In this regard the Attorney General should be commended for limiting all immigration enforcement activities in approved 287(g) programs to commence after arrests for serious offenses as defined in the Directive. While the HBA - NJ strongly insists that a clarification is in order to ensure only arrests for serious offenses trigger the other features of the Directive, the fact that the Directive seeks to limit 287(g) activity is important.
The Blue Ribbon Advisory Panel Recommendations Regarding the Directive:
The full recommendations made by the Panel appear in the Appendix (p. 288). They represent an enormous effort to reconcile what we know, what we don’t know and what needs to be done to ensure that the Directive accomplishes its purposes of creating norms that can guide interaction with the police while at the same time ensure that our immigrant communities come out of the shadows and look to police as a resource in stopping the victimization of immigrants by criminal elements in our State. The recommendations follow many of the themes highlighted by the HBA and in some cases go further.
The data relied upon in this memorandum includes all of the unofficial data reported in the media and highlighted above, including a host of anecdotal evidence of how the Directive is abused in the routine interactions between police and immigrants (App. p. 295, and footnote 50). This anecdotal evidence was outlined in detail during the public hearing held by the Governor’s Blue Ribbon Advisory Panel on Immigrant Policy. Id. The memorandum also cites a few instances where the previous statements of the HBA - NJ supports the need to create culturally and linguistically appropriate outreach efforts to educate communities about the Directive (App. p. 294, and footnote 42).
The recommendations of the Panel ask the Attorney General to eliminate the “reason to believe” standard; call for a requirement for County prosecutor supervisory approval before notifications to ICE are made; ask for norms that would guide police on the routine stops; promote uniform data collection and analysis; require mandatory training; and implement a community education program. The urgency of the problem was recognized by the Panel: “The importance of making these changes to the Directive now is paramount to protecting the liberty interests of those in immigrant communities and fostering community policing” (App. p. 295).
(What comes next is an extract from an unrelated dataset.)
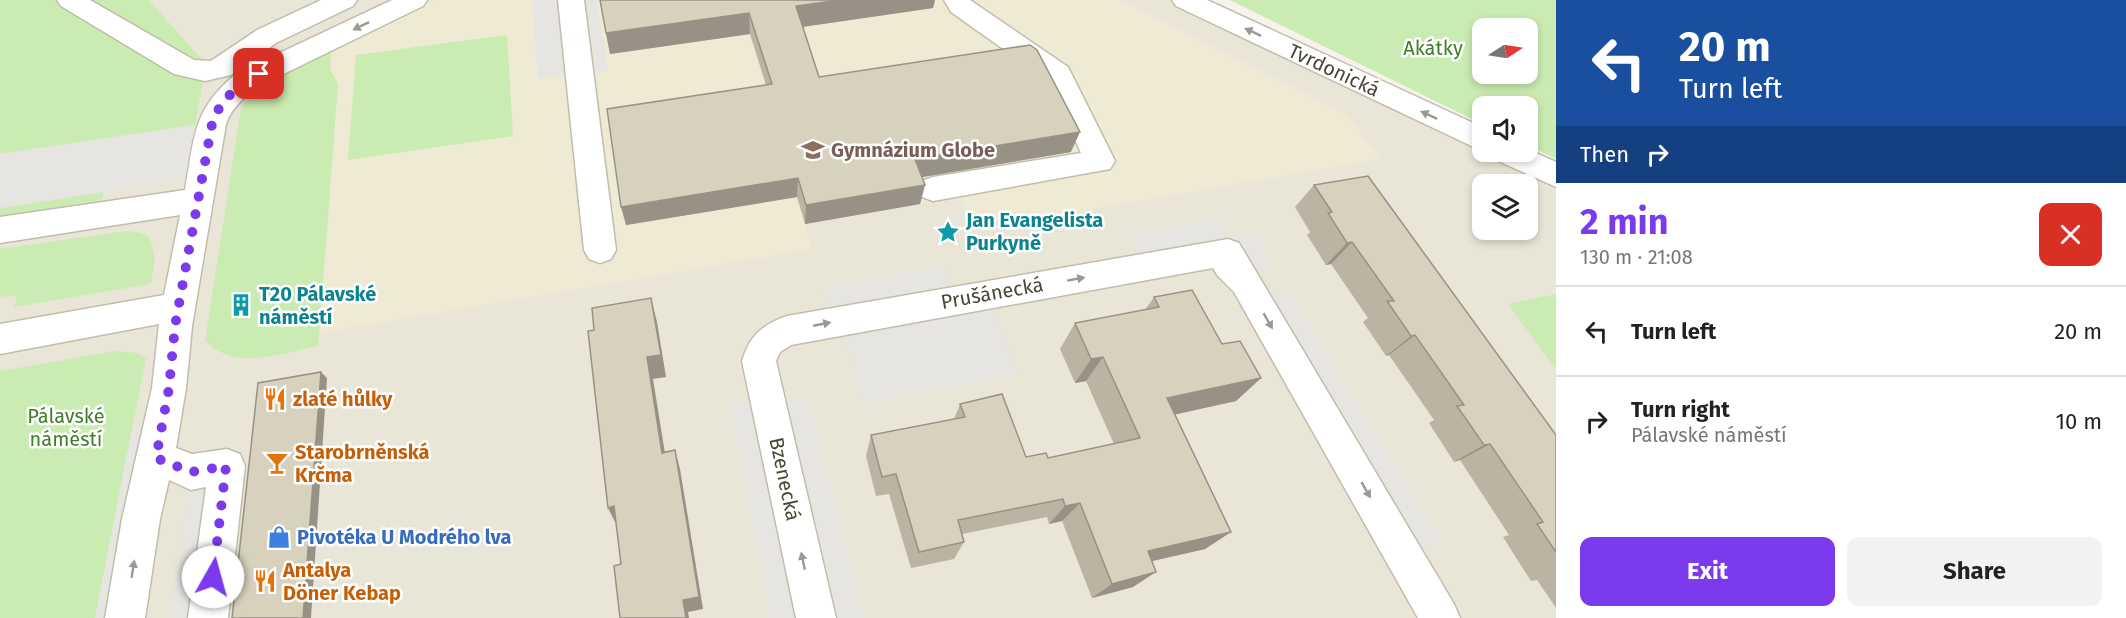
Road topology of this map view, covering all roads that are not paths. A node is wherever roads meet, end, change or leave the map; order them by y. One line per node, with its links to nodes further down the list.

Accordingly, the Panel concluded that a moratorium on the Directive’s implementation is in order if changes cannot be effectuated in thirty days. Indeed, the urgency of undoing the worse components of the Attorney General’s Directive is reflected in the sharp editorial of El Diario - La Prensa of April 1, 2009: “The onus is on Milgram to create a policy that does not breed distrust of police by crime victims and witnesses. She should address this quickly as the problems with the New Jersey’s directive are not new.” This is exactly what the HBA has been saying for months.
Conclusion
A report as comprehensive as the one issued by the Governor’s Blue Ribbon Advisory Panel on Immigrant Policy cannot be narrowed to one issue over another. All the topics covered by the report are critically important to the Latino community and to the HBA. I have highlighted one area because it represents the HBA’s unique contributions to this discourse - contributions we should proud of.
The work of our Public Policy Committee is only one of the ways that our membership can be engaged in the issues that affect us as Hispanic attorneys and that affect our larger community. I hope that in reading this letter you will be as proud and as energized as I am about the HBA and that you volunteer to help us in all of our committees. Doing so will ensure that our Association remains an important entity in the protection of our legal rights in the State of New Jersey.